You need to ensure that your story is delivered within the timebox.  If you can't, your story is too big.  Likewise, your task should be do-able in a day.  If you can't, try to break it down.

Its pretty much common sense.  You concentrate on the things you need to do next.

So, if you're used to spec driven waterfall, how do you get your head around Agile.  Do you still have requirements?  Of course you do, these are your stories.  You write your stories like this...

As a <type of user> I want <some goal> so that <some reason>

This could be something like:

As a customer I want to purchase my car insurance online so that I can save time

Actually, as a story, that's way too big, we'd refer to that as an Epic.  We could break it down to smaller stories...

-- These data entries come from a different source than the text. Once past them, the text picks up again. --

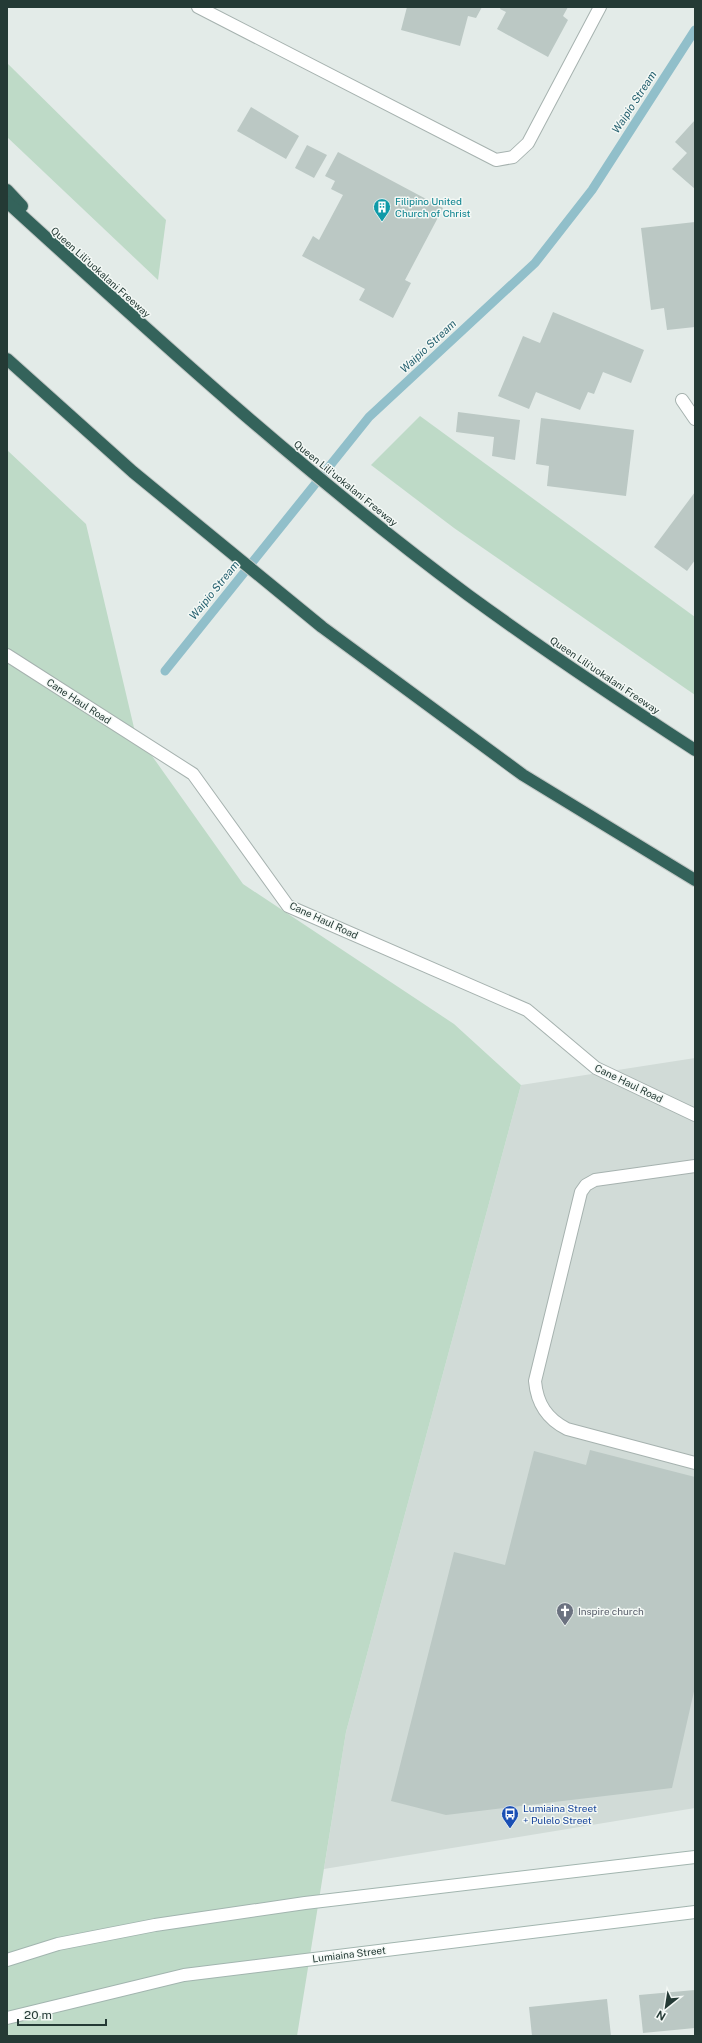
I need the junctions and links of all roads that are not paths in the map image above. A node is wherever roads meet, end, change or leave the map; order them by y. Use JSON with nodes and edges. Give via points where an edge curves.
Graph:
{"nodes":[{"id":1,"x":198,"y":7,"type":"edge"},
{"id":2,"x":600,"y":7,"type":"edge"},
{"id":3,"x":7,"y":190,"type":"edge"},
{"id":4,"x":7,"y":202,"type":"edge"},
{"id":5,"x":81,"y":270,"type":"junction"},
{"id":6,"x":7,"y":359,"type":"edge"},
{"id":7,"x":682,"y":400,"type":"dead end"},
{"id":8,"x":695,"y":419,"type":"edge"},
{"id":9,"x":7,"y":655,"type":"edge"},
{"id":10,"x":695,"y":750,"type":"edge"},
{"id":11,"x":695,"y":880,"type":"edge"},
{"id":12,"x":695,"y":1115,"type":"edge"},
{"id":13,"x":695,"y":1166,"type":"edge"},
{"id":14,"x":695,"y":1463,"type":"edge"},
{"id":15,"x":695,"y":1857,"type":"edge"},
{"id":16,"x":695,"y":1912,"type":"edge"},
{"id":17,"x":7,"y":1960,"type":"edge"},
{"id":18,"x":7,"y":2018,"type":"edge"}],
"edges":[{"from":1,"to":2,"type":"main road","via":[[496,160],[513,157],[528,142]]},
{"from":3,"to":5,"type":"highway"},
{"from":4,"to":5,"type":"highway","name":"Queen Liliʻuokalani Freeway"},
{"from":5,"to":10,"type":"highway","name":"Queen Liliʻuokalani Freeway","via":[[209,385],[376,524],[468,595],[580,674]]},
{"from":6,"to":11,"type":"highway","via":[[133,472],[322,627],[523,775]]},
{"from":7,"to":8,"type":"main road"},
{"from":9,"to":12,"type":"main road","name":"Cane Haul Road","via":[[193,774],[288,906],[527,1010],[596,1068]]},
{"from":13,"to":14,"type":"main road","via":[[595,1180],[586,1185],[581,1192],[535,1381],[540,1404],[560,1426]]},
{"from":15,"to":17,"type":"main road","via":[[305,1903],[163,1923],[58,1944]]},
{"from":16,"to":18,"type":"main road","name":"Lumiaina Street","via":[[184,1975]]}]}
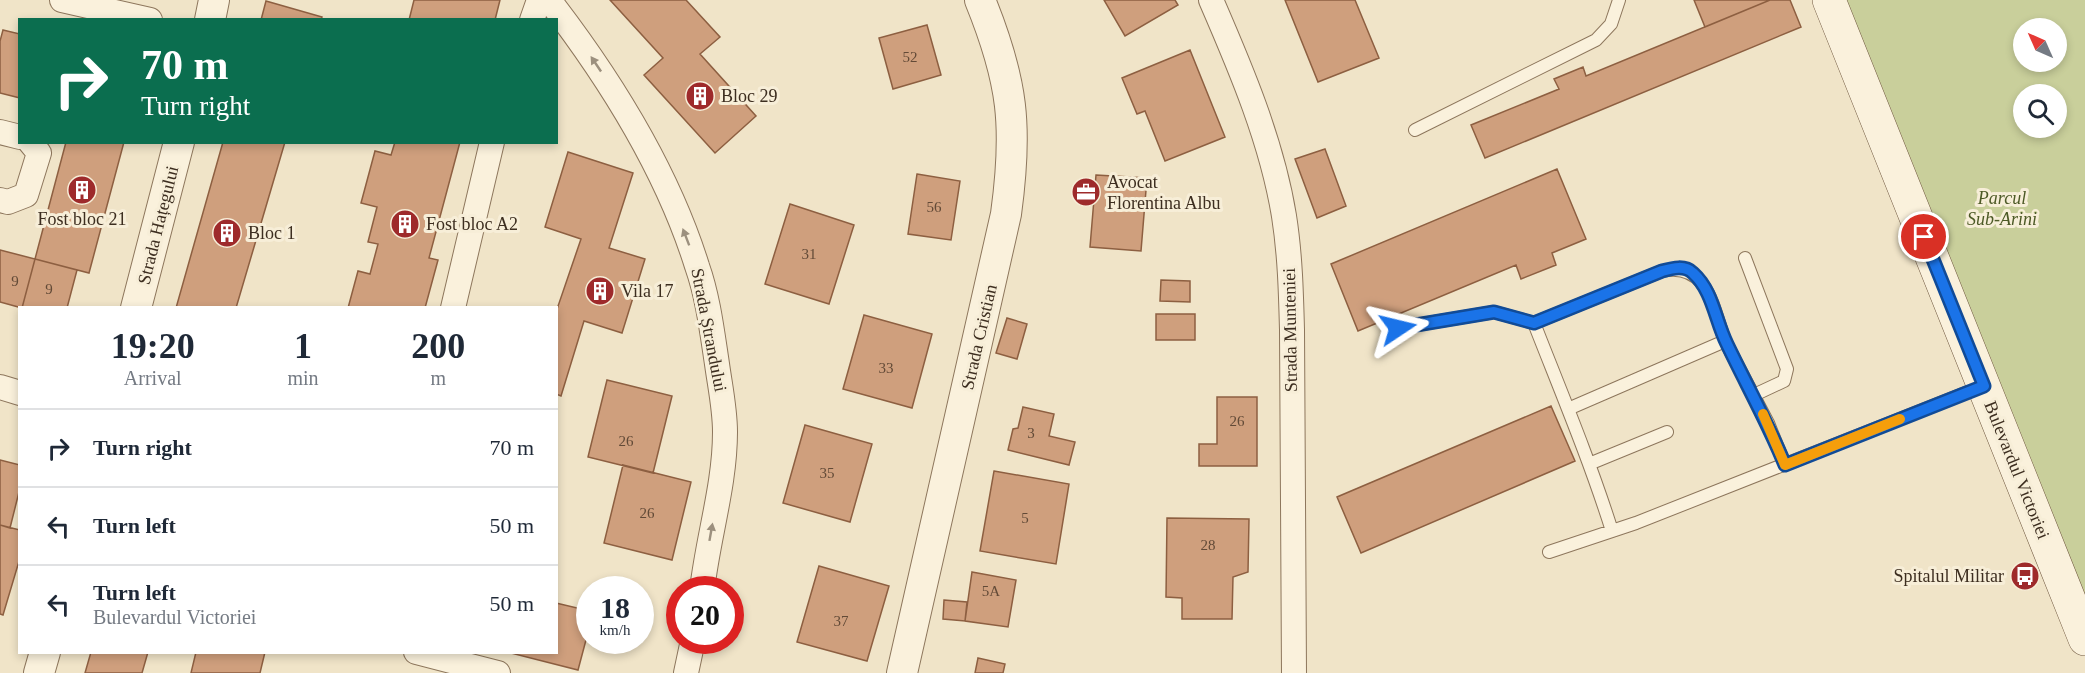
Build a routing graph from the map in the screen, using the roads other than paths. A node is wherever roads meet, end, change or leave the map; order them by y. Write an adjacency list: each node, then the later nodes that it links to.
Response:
1 (62, 0): 9 (street)
2 (214, 0): 10 (street)
3 (539, 0): 11 (street)
4 (549, 0): 35 (street, Strada Ștrandului, one-way to 4)
5 (980, 0): 43 (street, Strada Cristian)
6 (1211, 0): 44 (street, Strada Munteniei)
7 (1619, 0): 12 (lane)
8 (1829, 0): 25 (main road, Bulevardul Victoriei)
9 (141, 18)
10 (210, 18)
11 (533, 18)
12 (1414, 130)
13 (0, 132): 14 (street)
14 (18, 136)
15 (32, 144): 18 (street)
16 (178, 144): 20 (street, Strada Hațegului)
17 (492, 144): 21 (street)
18 (0, 200)
19 (1745, 258): 28 (lane)
20 (137, 306)
21 (453, 306)
22 (1534, 323): 23 (lane); 24 (lane); 29 (lane)
23 (1398, 328)
24 (1725, 341): 28 (lane); 29 (lane)
25 (1984, 386): 32 (lane); 36 (main road, Bulevardul Victoriei)
26 (0, 387): 27 (street)
27 (18, 392)
28 (1754, 395): 32 (lane)
29 (1568, 409): 31 (lane)
30 (1667, 432): 31 (lane)
31 (1589, 464): 33 (lane)
32 (1785, 465): 33 (lane)
33 (1612, 531): 34 (lane)
34 (1549, 552)
35 (704, 576)
36 (2085, 639)
37 (44, 654): 40 (street)
38 (424, 654): 41 (street)
39 (690, 654): 42 (street)
40 (39, 673)
41 (498, 673)
42 (686, 673)
43 (902, 673)
44 (1294, 673)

As a customer I want to supply my postcode so that your system can look up my address and I can save time

That's probably quite a reasonable story.  You could realistically implement your address look up within a 2 week timebox.

You'd then break your story down into a bunch of tasks that the individuals on the team need to do, and put an accurate estimate in against the task.
You put your stories on cards, put your tasks on cards and then have a board up on a wall with people names down the side and a few columns along the top:
  • Unassigned
  • In progress
  • Awaiting code review
  • Checked in, awaiting deploy
  • In test
  • Complete
Or a flavour of your own to suit your own team and project.   On the back of the task card you can write the tests required to satisfy the testing of the task.
How do we put these in to TFS?   It's really easy.   In your Team Explorer, right click on 'Work Items', select 'New Work Items' and then choose 'User Story'.  Add your Story...

Add New Story

Then associate your task, under the 'All Links' tab, click the new button, as shown:

Add New Task to Story

This'll pop up a new window, where you insert the Task name:

Insert the Task Title

As you can see, it's adding the task as a child of the story.  Once you've chosen the task name, it'll switch to the Task details...

Add Task details

I've got the name in there, and put the same in the details.  However, in the details, you should really put in the detail of whats actually required for the developer to complete the task.  Under 'Effort', this is where you need to enter the time estimate.   As a developer works through a task, they can update the tasks, and change the figures for the hours done (completed), and left to go (remaining).  This helps when calculating the burndown.

So, I've now entered a few tasks against the story:

Three Tasks added to Story

What you'll see above is that the Story is assigned to me, and has a state of New.  When I start a task, I should change the Task and Story state to 'Active'.   Then as I complete my task, I can set them to 'Complete'.  Once all my tasks are 'Complete', I can set my Story state to 'Complete'.